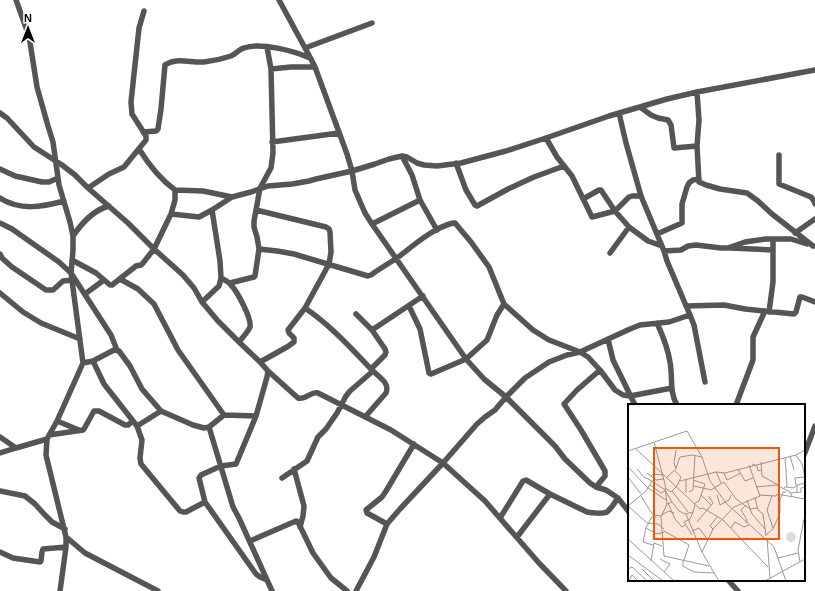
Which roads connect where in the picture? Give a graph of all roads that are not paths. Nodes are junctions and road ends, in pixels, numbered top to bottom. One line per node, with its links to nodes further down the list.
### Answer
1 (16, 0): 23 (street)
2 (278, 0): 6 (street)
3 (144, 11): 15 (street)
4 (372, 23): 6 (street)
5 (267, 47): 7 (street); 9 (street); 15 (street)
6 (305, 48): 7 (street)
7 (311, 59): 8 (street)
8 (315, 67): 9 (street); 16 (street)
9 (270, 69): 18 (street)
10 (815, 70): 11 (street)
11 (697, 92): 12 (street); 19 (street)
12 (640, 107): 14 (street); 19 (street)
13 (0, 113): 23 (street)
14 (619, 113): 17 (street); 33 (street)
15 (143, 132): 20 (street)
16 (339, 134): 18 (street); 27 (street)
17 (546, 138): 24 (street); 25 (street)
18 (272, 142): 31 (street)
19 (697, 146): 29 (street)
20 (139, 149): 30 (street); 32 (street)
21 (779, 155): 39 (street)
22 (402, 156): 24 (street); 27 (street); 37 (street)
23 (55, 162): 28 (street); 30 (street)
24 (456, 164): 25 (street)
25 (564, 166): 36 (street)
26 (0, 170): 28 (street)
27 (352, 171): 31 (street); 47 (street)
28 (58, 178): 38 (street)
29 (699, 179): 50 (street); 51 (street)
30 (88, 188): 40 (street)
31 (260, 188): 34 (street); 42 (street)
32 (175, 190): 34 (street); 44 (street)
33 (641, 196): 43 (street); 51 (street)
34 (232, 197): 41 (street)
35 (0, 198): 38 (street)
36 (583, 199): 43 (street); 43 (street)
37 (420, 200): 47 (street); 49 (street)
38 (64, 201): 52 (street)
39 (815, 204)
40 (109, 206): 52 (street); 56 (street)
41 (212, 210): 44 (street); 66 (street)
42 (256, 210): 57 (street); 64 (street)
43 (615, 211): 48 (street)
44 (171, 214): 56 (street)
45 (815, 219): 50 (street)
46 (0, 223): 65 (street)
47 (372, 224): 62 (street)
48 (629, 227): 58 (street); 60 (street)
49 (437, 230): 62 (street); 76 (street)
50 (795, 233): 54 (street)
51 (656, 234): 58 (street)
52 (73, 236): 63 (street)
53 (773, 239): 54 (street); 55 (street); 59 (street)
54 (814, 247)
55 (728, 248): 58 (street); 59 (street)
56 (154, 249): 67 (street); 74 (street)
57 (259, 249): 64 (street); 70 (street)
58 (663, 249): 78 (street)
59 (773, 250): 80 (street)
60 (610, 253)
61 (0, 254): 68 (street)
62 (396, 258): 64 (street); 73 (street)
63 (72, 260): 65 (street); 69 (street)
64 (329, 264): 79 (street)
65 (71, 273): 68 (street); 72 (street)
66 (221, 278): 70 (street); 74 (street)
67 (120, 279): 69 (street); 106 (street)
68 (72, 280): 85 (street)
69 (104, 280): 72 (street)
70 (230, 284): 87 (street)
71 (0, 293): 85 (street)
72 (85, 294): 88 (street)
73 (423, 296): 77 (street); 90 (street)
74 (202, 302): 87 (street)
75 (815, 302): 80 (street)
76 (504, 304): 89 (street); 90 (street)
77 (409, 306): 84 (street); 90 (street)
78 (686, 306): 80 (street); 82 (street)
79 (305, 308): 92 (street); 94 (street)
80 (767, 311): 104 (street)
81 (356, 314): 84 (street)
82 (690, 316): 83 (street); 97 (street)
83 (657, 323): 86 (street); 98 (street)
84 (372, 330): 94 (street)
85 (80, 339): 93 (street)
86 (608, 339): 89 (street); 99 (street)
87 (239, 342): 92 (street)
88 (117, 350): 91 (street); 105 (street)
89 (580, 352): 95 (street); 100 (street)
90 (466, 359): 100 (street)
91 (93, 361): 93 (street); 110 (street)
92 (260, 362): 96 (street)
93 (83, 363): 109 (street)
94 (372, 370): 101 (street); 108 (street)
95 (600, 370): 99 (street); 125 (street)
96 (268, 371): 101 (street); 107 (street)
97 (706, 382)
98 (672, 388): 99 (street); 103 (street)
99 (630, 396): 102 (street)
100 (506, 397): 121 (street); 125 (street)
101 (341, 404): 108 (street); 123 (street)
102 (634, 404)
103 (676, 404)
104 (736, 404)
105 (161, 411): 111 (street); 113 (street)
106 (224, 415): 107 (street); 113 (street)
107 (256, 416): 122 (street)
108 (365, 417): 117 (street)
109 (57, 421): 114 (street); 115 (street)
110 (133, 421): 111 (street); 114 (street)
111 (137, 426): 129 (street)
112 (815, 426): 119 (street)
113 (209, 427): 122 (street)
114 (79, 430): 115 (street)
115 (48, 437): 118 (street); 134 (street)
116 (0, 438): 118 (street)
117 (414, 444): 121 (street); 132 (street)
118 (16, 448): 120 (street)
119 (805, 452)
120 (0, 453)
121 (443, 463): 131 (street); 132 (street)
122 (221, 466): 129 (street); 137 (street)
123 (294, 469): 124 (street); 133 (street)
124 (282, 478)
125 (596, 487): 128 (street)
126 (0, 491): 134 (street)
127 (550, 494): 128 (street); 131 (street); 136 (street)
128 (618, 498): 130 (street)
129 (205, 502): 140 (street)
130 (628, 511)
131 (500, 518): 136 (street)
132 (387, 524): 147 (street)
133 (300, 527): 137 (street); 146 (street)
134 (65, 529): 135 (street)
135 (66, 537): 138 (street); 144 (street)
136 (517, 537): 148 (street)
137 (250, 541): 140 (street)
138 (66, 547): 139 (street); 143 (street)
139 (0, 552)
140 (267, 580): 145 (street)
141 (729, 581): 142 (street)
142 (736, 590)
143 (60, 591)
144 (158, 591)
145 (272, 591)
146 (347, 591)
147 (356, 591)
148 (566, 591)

* Aim of the exercise:
Every record above should come back exactly, but without its pictures.

* Output of the task:
Which roads connect where in the picture? Give a graph of all roads that are not paths. Nodes are junctions and road ends, in pixels, numbered top to bottom. One line per node, with its links to nodes further down the list.
### Answer
1 (16, 0): 23 (street)
2 (278, 0): 6 (street)
3 (144, 11): 15 (street)
4 (372, 23): 6 (street)
5 (267, 47): 7 (street); 9 (street); 15 (street)
6 (305, 48): 7 (street)
7 (311, 59): 8 (street)
8 (315, 67): 9 (street); 16 (street)
9 (270, 69): 18 (street)
10 (815, 70): 11 (street)
11 (697, 92): 12 (street); 19 (street)
12 (640, 107): 14 (street); 19 (street)
13 (0, 113): 23 (street)
14 (619, 113): 17 (street); 33 (street)
15 (143, 132): 20 (street)
16 (339, 134): 18 (street); 27 (street)
17 (546, 138): 24 (street); 25 (street)
18 (272, 142): 31 (street)
19 (697, 146): 29 (street)
20 (139, 149): 30 (street); 32 (street)
21 (779, 155): 39 (street)
22 (402, 156): 24 (street); 27 (street); 37 (street)
23 (55, 162): 28 (street); 30 (street)
24 (456, 164): 25 (street)
25 (564, 166): 36 (street)
26 (0, 170): 28 (street)
27 (352, 171): 31 (street); 47 (street)
28 (58, 178): 38 (street)
29 (699, 179): 50 (street); 51 (street)
30 (88, 188): 40 (street)
31 (260, 188): 34 (street); 42 (street)
32 (175, 190): 34 (street); 44 (street)
33 (641, 196): 43 (street); 51 (street)
34 (232, 197): 41 (street)
35 (0, 198): 38 (street)
36 (583, 199): 43 (street); 43 (street)
37 (420, 200): 47 (street); 49 (street)
38 (64, 201): 52 (street)
39 (815, 204)
40 (109, 206): 52 (street); 56 (street)
41 (212, 210): 44 (street); 66 (street)
42 (256, 210): 57 (street); 64 (street)
43 (615, 211): 48 (street)
44 (171, 214): 56 (street)
45 (815, 219): 50 (street)
46 (0, 223): 65 (street)
47 (372, 224): 62 (street)
48 (629, 227): 58 (street); 60 (street)
49 (437, 230): 62 (street); 76 (street)
50 (795, 233): 54 (street)
51 (656, 234): 58 (street)
52 (73, 236): 63 (street)
53 (773, 239): 54 (street); 55 (street); 59 (street)
54 (814, 247)
55 (728, 248): 58 (street); 59 (street)
56 (154, 249): 67 (street); 74 (street)
57 (259, 249): 64 (street); 70 (street)
58 (663, 249): 78 (street)
59 (773, 250): 80 (street)
60 (610, 253)
61 (0, 254): 68 (street)
62 (396, 258): 64 (street); 73 (street)
63 (72, 260): 65 (street); 69 (street)
64 (329, 264): 79 (street)
65 (71, 273): 68 (street); 72 (street)
66 (221, 278): 70 (street); 74 (street)
67 (120, 279): 69 (street); 106 (street)
68 (72, 280): 85 (street)
69 (104, 280): 72 (street)
70 (230, 284): 87 (street)
71 (0, 293): 85 (street)
72 (85, 294): 88 (street)
73 (423, 296): 77 (street); 90 (street)
74 (202, 302): 87 (street)
75 (815, 302): 80 (street)
76 (504, 304): 89 (street); 90 (street)
77 (409, 306): 84 (street); 90 (street)
78 (686, 306): 80 (street); 82 (street)
79 (305, 308): 92 (street); 94 (street)
80 (767, 311): 104 (street)
81 (356, 314): 84 (street)
82 (690, 316): 83 (street); 97 (street)
83 (657, 323): 86 (street); 98 (street)
84 (372, 330): 94 (street)
85 (80, 339): 93 (street)
86 (608, 339): 89 (street); 99 (street)
87 (239, 342): 92 (street)
88 (117, 350): 91 (street); 105 (street)
89 (580, 352): 95 (street); 100 (street)
90 (466, 359): 100 (street)
91 (93, 361): 93 (street); 110 (street)
92 (260, 362): 96 (street)
93 (83, 363): 109 (street)
94 (372, 370): 101 (street); 108 (street)
95 (600, 370): 99 (street); 125 (street)
96 (268, 371): 101 (street); 107 (street)
97 (706, 382)
98 (672, 388): 99 (street); 103 (street)
99 (630, 396): 102 (street)
100 (506, 397): 121 (street); 125 (street)
101 (341, 404): 108 (street); 123 (street)
102 (634, 404)
103 (676, 404)
104 (736, 404)
105 (161, 411): 111 (street); 113 (street)
106 (224, 415): 107 (street); 113 (street)
107 (256, 416): 122 (street)
108 (365, 417): 117 (street)
109 (57, 421): 114 (street); 115 (street)
110 (133, 421): 111 (street); 114 (street)
111 (137, 426): 129 (street)
112 (815, 426): 119 (street)
113 (209, 427): 122 (street)
114 (79, 430): 115 (street)
115 (48, 437): 118 (street); 134 (street)
116 (0, 438): 118 (street)
117 (414, 444): 121 (street); 132 (street)
118 (16, 448): 120 (street)
119 (805, 452)
120 (0, 453)
121 (443, 463): 131 (street); 132 (street)
122 (221, 466): 129 (street); 137 (street)
123 (294, 469): 124 (street); 133 (street)
124 (282, 478)
125 (596, 487): 128 (street)
126 (0, 491): 134 (street)
127 (550, 494): 128 (street); 131 (street); 136 (street)
128 (618, 498): 130 (street)
129 (205, 502): 140 (street)
130 (628, 511)
131 (500, 518): 136 (street)
132 (387, 524): 147 (street)
133 (300, 527): 137 (street); 146 (street)
134 (65, 529): 135 (street)
135 (66, 537): 138 (street); 144 (street)
136 (517, 537): 148 (street)
137 (250, 541): 140 (street)
138 (66, 547): 139 (street); 143 (street)
139 (0, 552)
140 (267, 580): 145 (street)
141 (729, 581): 142 (street)
142 (736, 590)
143 (60, 591)
144 (158, 591)
145 (272, 591)
146 (347, 591)
147 (356, 591)
148 (566, 591)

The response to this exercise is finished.